** TO DO **
Every record must be transcribed in its entirety, apart from the images, which are to be omitted.

** SUPPLIED RECORDS **
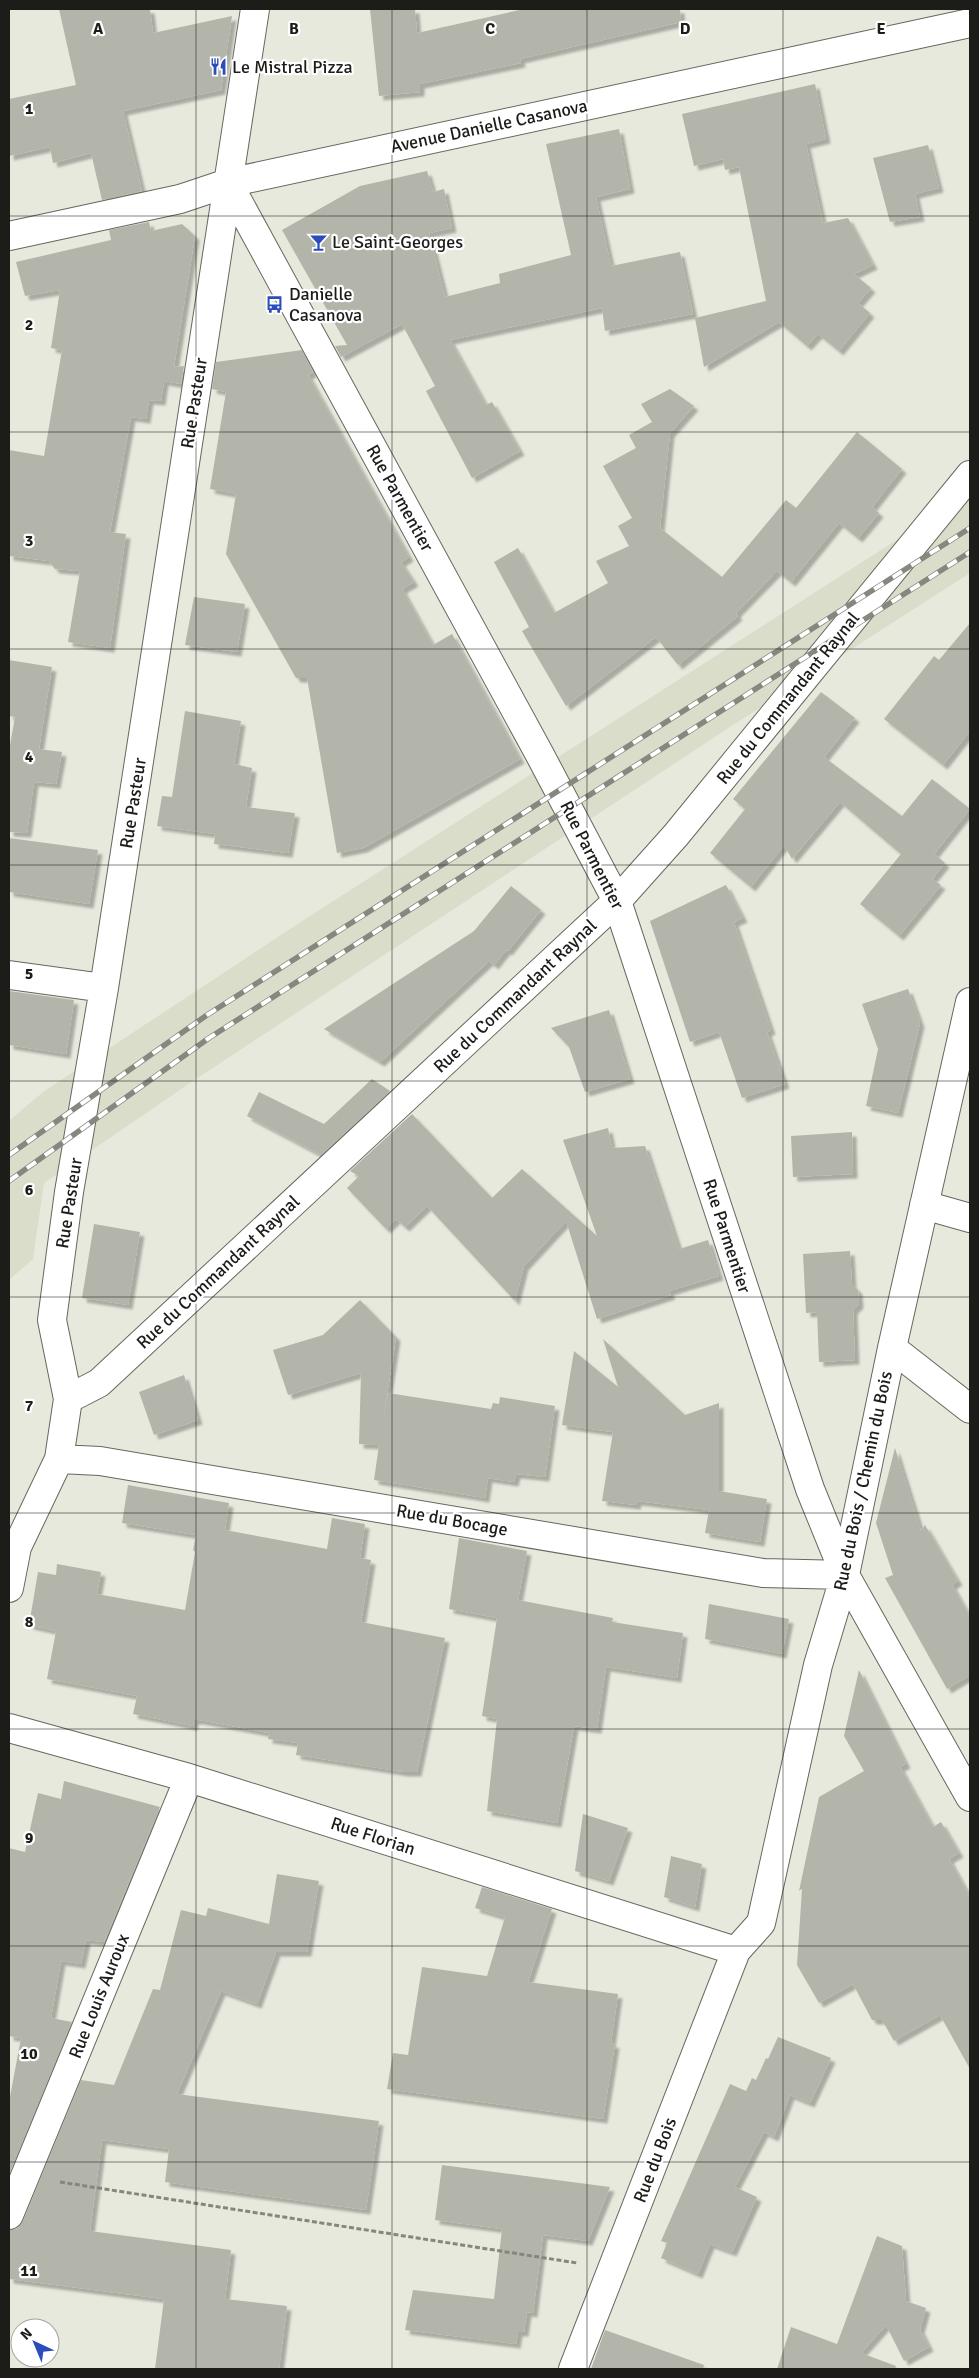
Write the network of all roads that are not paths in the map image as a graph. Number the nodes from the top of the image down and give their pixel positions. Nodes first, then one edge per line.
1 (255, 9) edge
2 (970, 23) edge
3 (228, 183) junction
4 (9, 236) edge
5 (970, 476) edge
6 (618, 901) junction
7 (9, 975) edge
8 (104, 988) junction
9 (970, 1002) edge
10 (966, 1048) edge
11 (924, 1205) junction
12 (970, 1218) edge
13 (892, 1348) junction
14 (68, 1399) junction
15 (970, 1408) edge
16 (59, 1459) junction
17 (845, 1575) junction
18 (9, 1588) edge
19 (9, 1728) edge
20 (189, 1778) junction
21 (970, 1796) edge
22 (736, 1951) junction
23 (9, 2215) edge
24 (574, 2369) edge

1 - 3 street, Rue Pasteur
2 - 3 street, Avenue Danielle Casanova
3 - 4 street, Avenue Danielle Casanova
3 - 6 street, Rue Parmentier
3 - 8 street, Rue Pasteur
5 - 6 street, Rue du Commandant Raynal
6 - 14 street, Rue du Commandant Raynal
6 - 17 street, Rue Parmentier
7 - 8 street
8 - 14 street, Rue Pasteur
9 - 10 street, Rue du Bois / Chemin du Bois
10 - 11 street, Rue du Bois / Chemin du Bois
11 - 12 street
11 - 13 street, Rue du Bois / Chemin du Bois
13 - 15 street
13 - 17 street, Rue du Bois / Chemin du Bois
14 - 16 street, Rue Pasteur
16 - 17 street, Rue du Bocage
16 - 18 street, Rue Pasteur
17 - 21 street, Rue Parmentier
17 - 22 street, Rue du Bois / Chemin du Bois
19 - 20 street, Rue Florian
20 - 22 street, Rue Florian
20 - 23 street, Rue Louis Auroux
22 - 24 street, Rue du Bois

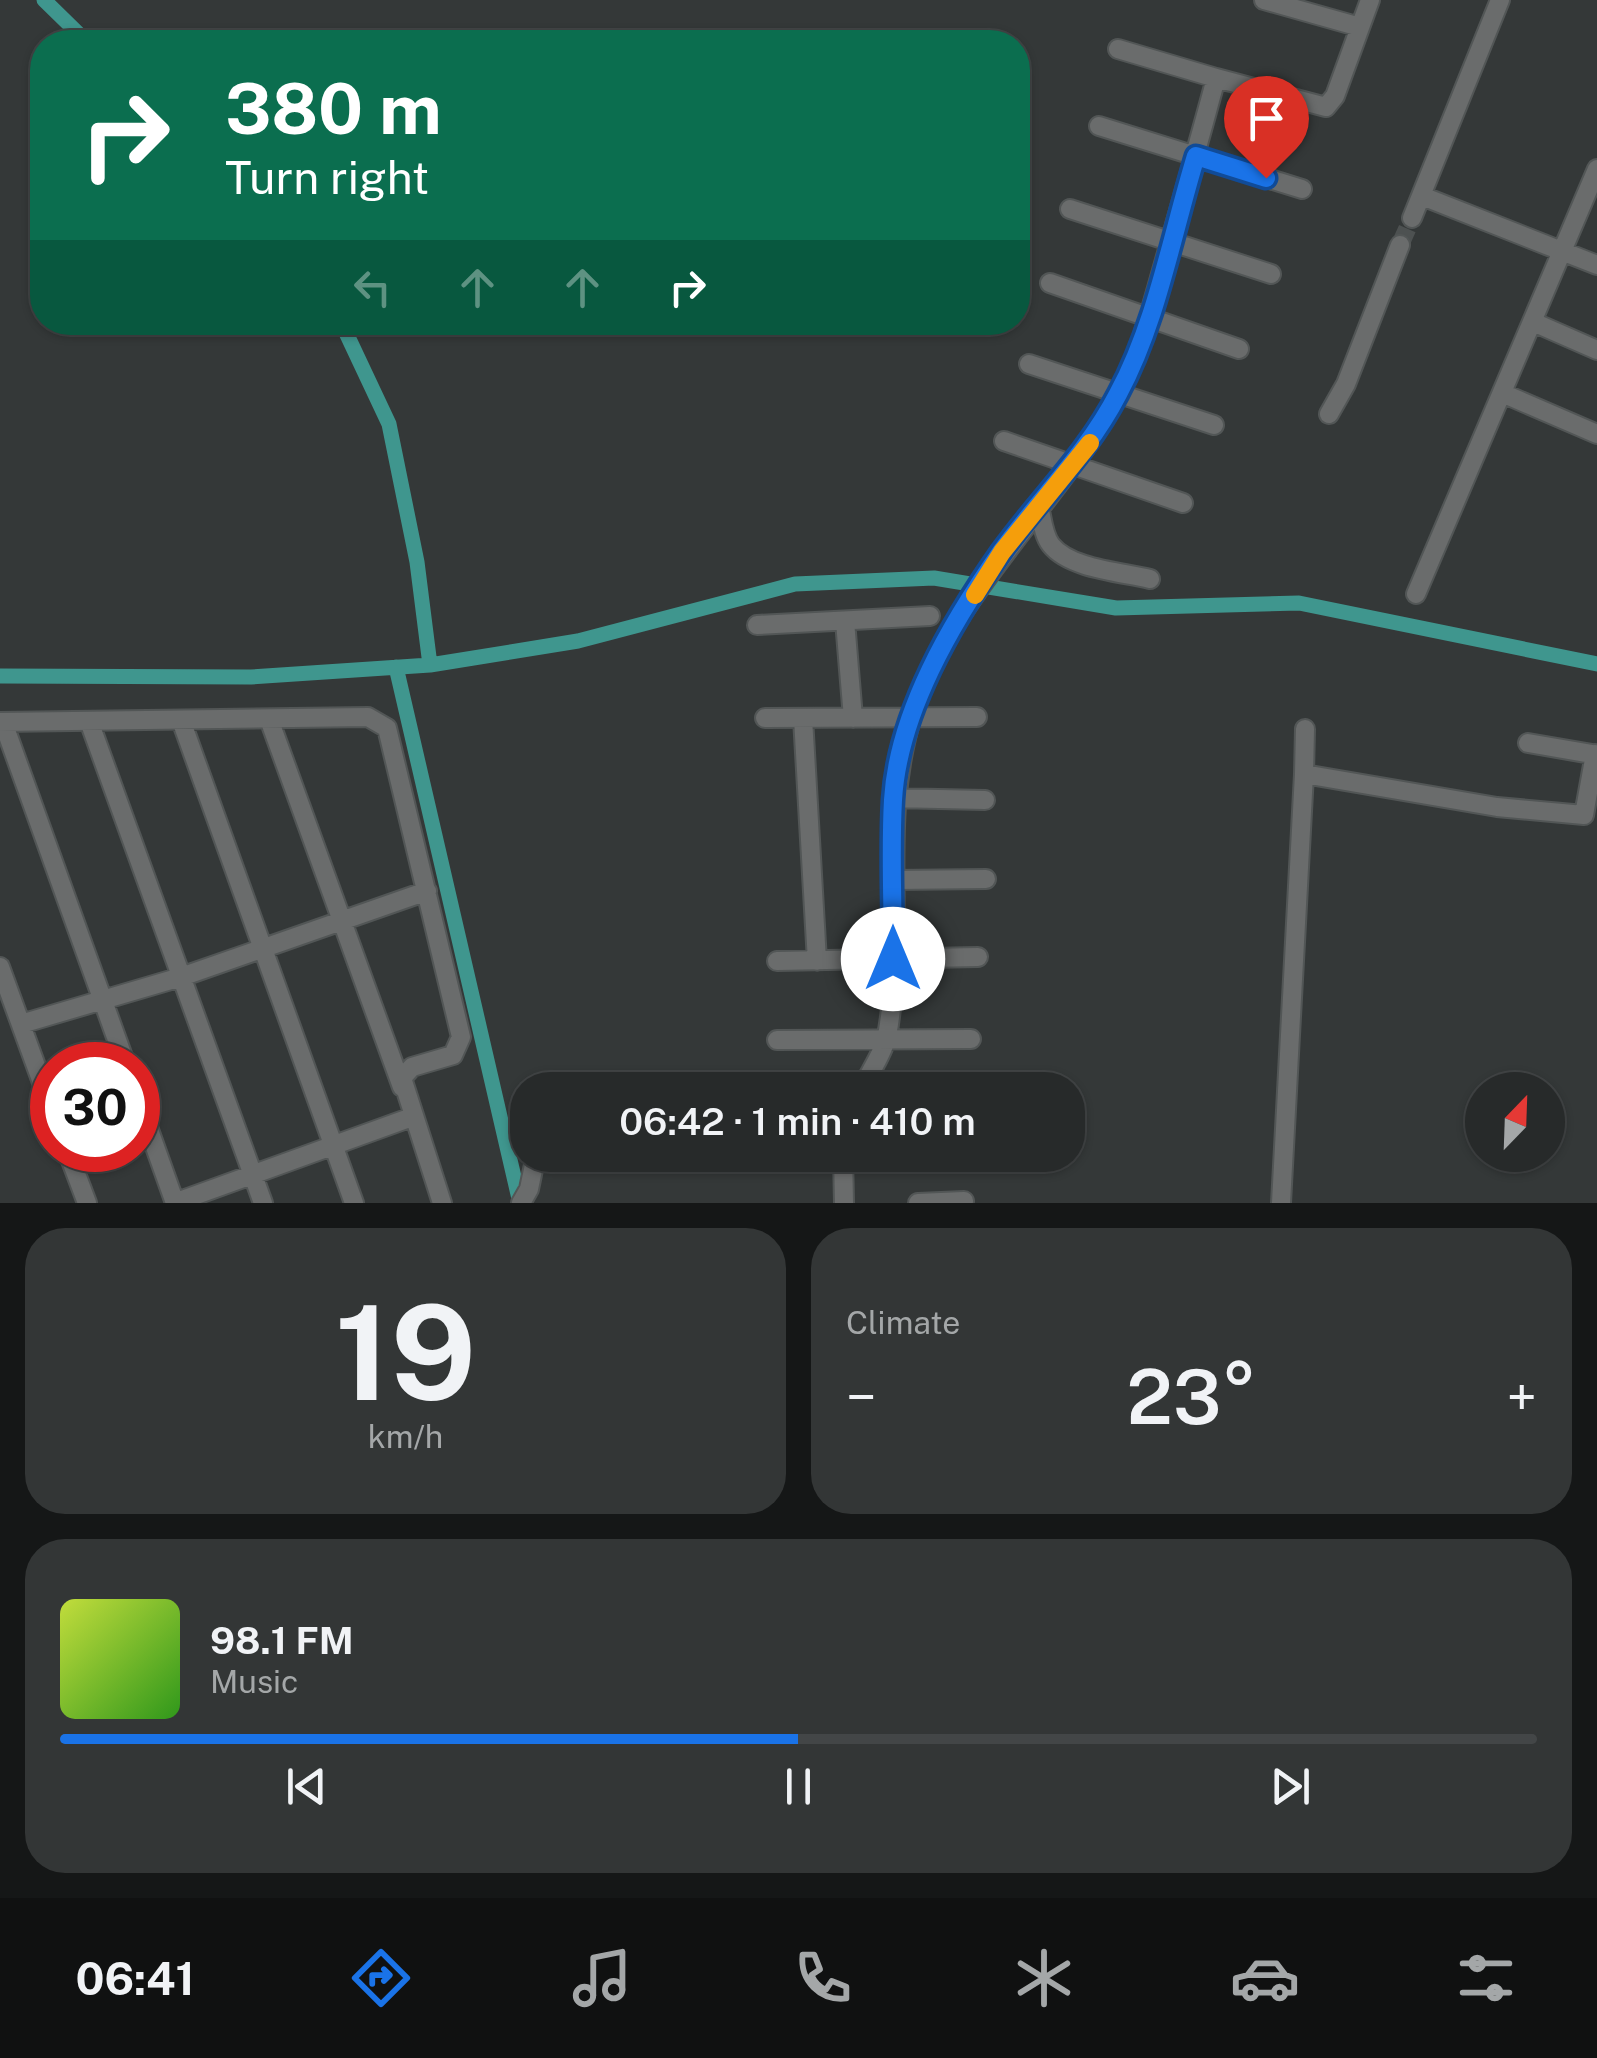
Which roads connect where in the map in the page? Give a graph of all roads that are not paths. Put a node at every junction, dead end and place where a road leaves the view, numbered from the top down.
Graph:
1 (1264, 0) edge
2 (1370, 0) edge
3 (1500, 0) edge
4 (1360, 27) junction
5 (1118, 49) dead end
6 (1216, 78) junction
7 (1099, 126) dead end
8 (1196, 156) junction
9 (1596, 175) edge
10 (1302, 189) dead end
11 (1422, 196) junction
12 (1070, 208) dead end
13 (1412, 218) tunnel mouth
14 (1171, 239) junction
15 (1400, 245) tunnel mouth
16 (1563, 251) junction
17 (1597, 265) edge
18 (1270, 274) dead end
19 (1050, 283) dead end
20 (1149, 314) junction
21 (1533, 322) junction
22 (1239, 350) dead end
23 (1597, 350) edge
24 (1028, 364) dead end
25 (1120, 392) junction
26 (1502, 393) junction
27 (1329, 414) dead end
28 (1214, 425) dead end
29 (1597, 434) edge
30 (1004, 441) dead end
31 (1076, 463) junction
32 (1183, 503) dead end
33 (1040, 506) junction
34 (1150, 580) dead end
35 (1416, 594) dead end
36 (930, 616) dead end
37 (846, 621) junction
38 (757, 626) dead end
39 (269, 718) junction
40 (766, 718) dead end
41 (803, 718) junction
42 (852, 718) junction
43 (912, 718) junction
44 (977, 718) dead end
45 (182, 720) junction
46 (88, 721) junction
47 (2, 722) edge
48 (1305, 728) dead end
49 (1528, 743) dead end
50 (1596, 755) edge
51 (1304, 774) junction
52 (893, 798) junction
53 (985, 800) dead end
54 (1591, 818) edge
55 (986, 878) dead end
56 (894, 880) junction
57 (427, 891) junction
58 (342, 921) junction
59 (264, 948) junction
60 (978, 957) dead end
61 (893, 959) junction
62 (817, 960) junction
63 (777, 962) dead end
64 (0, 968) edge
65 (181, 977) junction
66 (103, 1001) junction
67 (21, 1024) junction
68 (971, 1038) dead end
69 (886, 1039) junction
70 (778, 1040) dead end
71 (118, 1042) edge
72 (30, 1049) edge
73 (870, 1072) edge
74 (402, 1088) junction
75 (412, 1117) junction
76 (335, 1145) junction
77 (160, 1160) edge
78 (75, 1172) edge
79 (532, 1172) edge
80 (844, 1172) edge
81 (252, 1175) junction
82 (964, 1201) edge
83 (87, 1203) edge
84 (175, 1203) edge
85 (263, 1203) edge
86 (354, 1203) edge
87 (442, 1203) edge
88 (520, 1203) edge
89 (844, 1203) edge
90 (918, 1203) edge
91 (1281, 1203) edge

** EXERCISE SOLUTION **
Write the network of all roads that are not paths in the map image as a graph. Number the nodes from the top of the image down and give their pixel positions. Nodes first, then one edge per line.
1 (255, 9) edge
2 (970, 23) edge
3 (228, 183) junction
4 (9, 236) edge
5 (970, 476) edge
6 (618, 901) junction
7 (9, 975) edge
8 (104, 988) junction
9 (970, 1002) edge
10 (966, 1048) edge
11 (924, 1205) junction
12 (970, 1218) edge
13 (892, 1348) junction
14 (68, 1399) junction
15 (970, 1408) edge
16 (59, 1459) junction
17 (845, 1575) junction
18 (9, 1588) edge
19 (9, 1728) edge
20 (189, 1778) junction
21 (970, 1796) edge
22 (736, 1951) junction
23 (9, 2215) edge
24 (574, 2369) edge

1 - 3 street, Rue Pasteur
2 - 3 street, Avenue Danielle Casanova
3 - 4 street, Avenue Danielle Casanova
3 - 6 street, Rue Parmentier
3 - 8 street, Rue Pasteur
5 - 6 street, Rue du Commandant Raynal
6 - 14 street, Rue du Commandant Raynal
6 - 17 street, Rue Parmentier
7 - 8 street
8 - 14 street, Rue Pasteur
9 - 10 street, Rue du Bois / Chemin du Bois
10 - 11 street, Rue du Bois / Chemin du Bois
11 - 12 street
11 - 13 street, Rue du Bois / Chemin du Bois
13 - 15 street
13 - 17 street, Rue du Bois / Chemin du Bois
14 - 16 street, Rue Pasteur
16 - 17 street, Rue du Bocage
16 - 18 street, Rue Pasteur
17 - 21 street, Rue Parmentier
17 - 22 street, Rue du Bois / Chemin du Bois
19 - 20 street, Rue Florian
20 - 22 street, Rue Florian
20 - 23 street, Rue Louis Auroux
22 - 24 street, Rue du Bois

Which roads connect where in the map in the page? Give a graph of all roads that are not paths. Put a node at every junction, dead end and place where a road leaves the view, numbered from the top down.
Graph:
1 (1264, 0) edge
2 (1370, 0) edge
3 (1500, 0) edge
4 (1360, 27) junction
5 (1118, 49) dead end
6 (1216, 78) junction
7 (1099, 126) dead end
8 (1196, 156) junction
9 (1596, 175) edge
10 (1302, 189) dead end
11 (1422, 196) junction
12 (1070, 208) dead end
13 (1412, 218) tunnel mouth
14 (1171, 239) junction
15 (1400, 245) tunnel mouth
16 (1563, 251) junction
17 (1597, 265) edge
18 (1270, 274) dead end
19 (1050, 283) dead end
20 (1149, 314) junction
21 (1533, 322) junction
22 (1239, 350) dead end
23 (1597, 350) edge
24 (1028, 364) dead end
25 (1120, 392) junction
26 (1502, 393) junction
27 (1329, 414) dead end
28 (1214, 425) dead end
29 (1597, 434) edge
30 (1004, 441) dead end
31 (1076, 463) junction
32 (1183, 503) dead end
33 (1040, 506) junction
34 (1150, 580) dead end
35 (1416, 594) dead end
36 (930, 616) dead end
37 (846, 621) junction
38 (757, 626) dead end
39 (269, 718) junction
40 (766, 718) dead end
41 (803, 718) junction
42 (852, 718) junction
43 (912, 718) junction
44 (977, 718) dead end
45 (182, 720) junction
46 (88, 721) junction
47 (2, 722) edge
48 (1305, 728) dead end
49 (1528, 743) dead end
50 (1596, 755) edge
51 (1304, 774) junction
52 (893, 798) junction
53 (985, 800) dead end
54 (1591, 818) edge
55 (986, 878) dead end
56 (894, 880) junction
57 (427, 891) junction
58 (342, 921) junction
59 (264, 948) junction
60 (978, 957) dead end
61 (893, 959) junction
62 (817, 960) junction
63 (777, 962) dead end
64 (0, 968) edge
65 (181, 977) junction
66 (103, 1001) junction
67 (21, 1024) junction
68 (971, 1038) dead end
69 (886, 1039) junction
70 (778, 1040) dead end
71 (118, 1042) edge
72 (30, 1049) edge
73 (870, 1072) edge
74 (402, 1088) junction
75 (412, 1117) junction
76 (335, 1145) junction
77 (160, 1160) edge
78 (75, 1172) edge
79 (532, 1172) edge
80 (844, 1172) edge
81 (252, 1175) junction
82 (964, 1201) edge
83 (87, 1203) edge
84 (175, 1203) edge
85 (263, 1203) edge
86 (354, 1203) edge
87 (442, 1203) edge
88 (520, 1203) edge
89 (844, 1203) edge
90 (918, 1203) edge
91 (1281, 1203) edge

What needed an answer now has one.